┌──

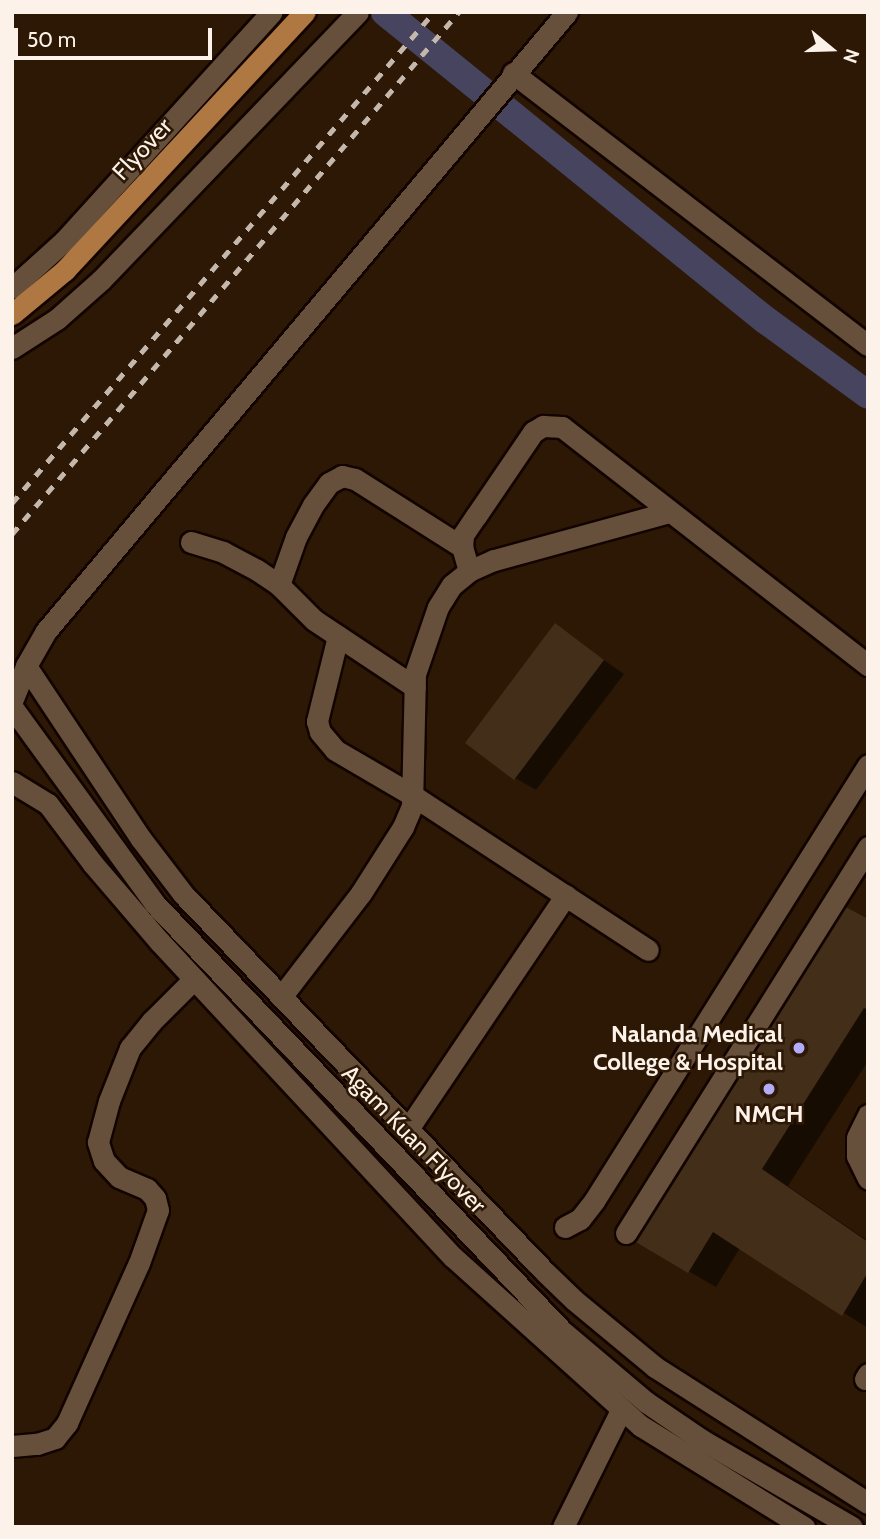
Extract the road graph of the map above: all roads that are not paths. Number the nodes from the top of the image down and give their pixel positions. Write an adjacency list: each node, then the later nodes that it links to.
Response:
1 (272, 12): 6 (street)
2 (305, 12): 7 (main road, Flyover)
3 (567, 12): 5 (street)
4 (352, 19): 9 (street)
5 (513, 73): 8 (street); 17 (street)
6 (12, 288)
7 (12, 314)
8 (868, 345)
9 (12, 348)
10 (669, 512): 12 (street); 13 (street); 16 (street)
11 (191, 542): 14 (street)
12 (462, 547): 13 (street); 14 (street)
13 (469, 571): 18 (street)
14 (279, 585): 15 (street)
15 (338, 636): 18 (street); 23 (street)
16 (868, 665)
17 (26, 666): 19 (street); 28 (street)
18 (415, 687): 23 (street)
19 (12, 701)
20 (12, 707): 39 (street, Agam Kuan Flyover)
21 (868, 765): 32 (street)
22 (12, 782): 27 (street)
23 (412, 795): 25 (street); 28 (street)
24 (868, 847): 33 (street)
25 (566, 895): 26 (street); 30 (street)
26 (648, 950)
27 (194, 979): 34 (street); 35 (street)
28 (281, 997): 30 (street)
29 (868, 1115): 31 (street)
30 (408, 1129): 36 (street)
31 (868, 1179)
32 (565, 1227)
33 (626, 1233)
34 (621, 1410): 37 (street); 38 (street)
35 (12, 1446)
36 (868, 1503)
37 (562, 1527)
38 (804, 1527)
39 (852, 1527)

└──

#### [Task details]
Omit the images; transcribe the listing verbatim.

#### [Answer for the task]
Extract the road graph of the map above: all roads that are not paths. Number the nodes from the top of the image down and give their pixel positions. Write an adjacency list: each node, then the later nodes that it links to.
Response:
1 (272, 12): 6 (street)
2 (305, 12): 7 (main road, Flyover)
3 (567, 12): 5 (street)
4 (352, 19): 9 (street)
5 (513, 73): 8 (street); 17 (street)
6 (12, 288)
7 (12, 314)
8 (868, 345)
9 (12, 348)
10 (669, 512): 12 (street); 13 (street); 16 (street)
11 (191, 542): 14 (street)
12 (462, 547): 13 (street); 14 (street)
13 (469, 571): 18 (street)
14 (279, 585): 15 (street)
15 (338, 636): 18 (street); 23 (street)
16 (868, 665)
17 (26, 666): 19 (street); 28 (street)
18 (415, 687): 23 (street)
19 (12, 701)
20 (12, 707): 39 (street, Agam Kuan Flyover)
21 (868, 765): 32 (street)
22 (12, 782): 27 (street)
23 (412, 795): 25 (street); 28 (street)
24 (868, 847): 33 (street)
25 (566, 895): 26 (street); 30 (street)
26 (648, 950)
27 (194, 979): 34 (street); 35 (street)
28 (281, 997): 30 (street)
29 (868, 1115): 31 (street)
30 (408, 1129): 36 (street)
31 (868, 1179)
32 (565, 1227)
33 (626, 1233)
34 (621, 1410): 37 (street); 38 (street)
35 (12, 1446)
36 (868, 1503)
37 (562, 1527)
38 (804, 1527)
39 (852, 1527)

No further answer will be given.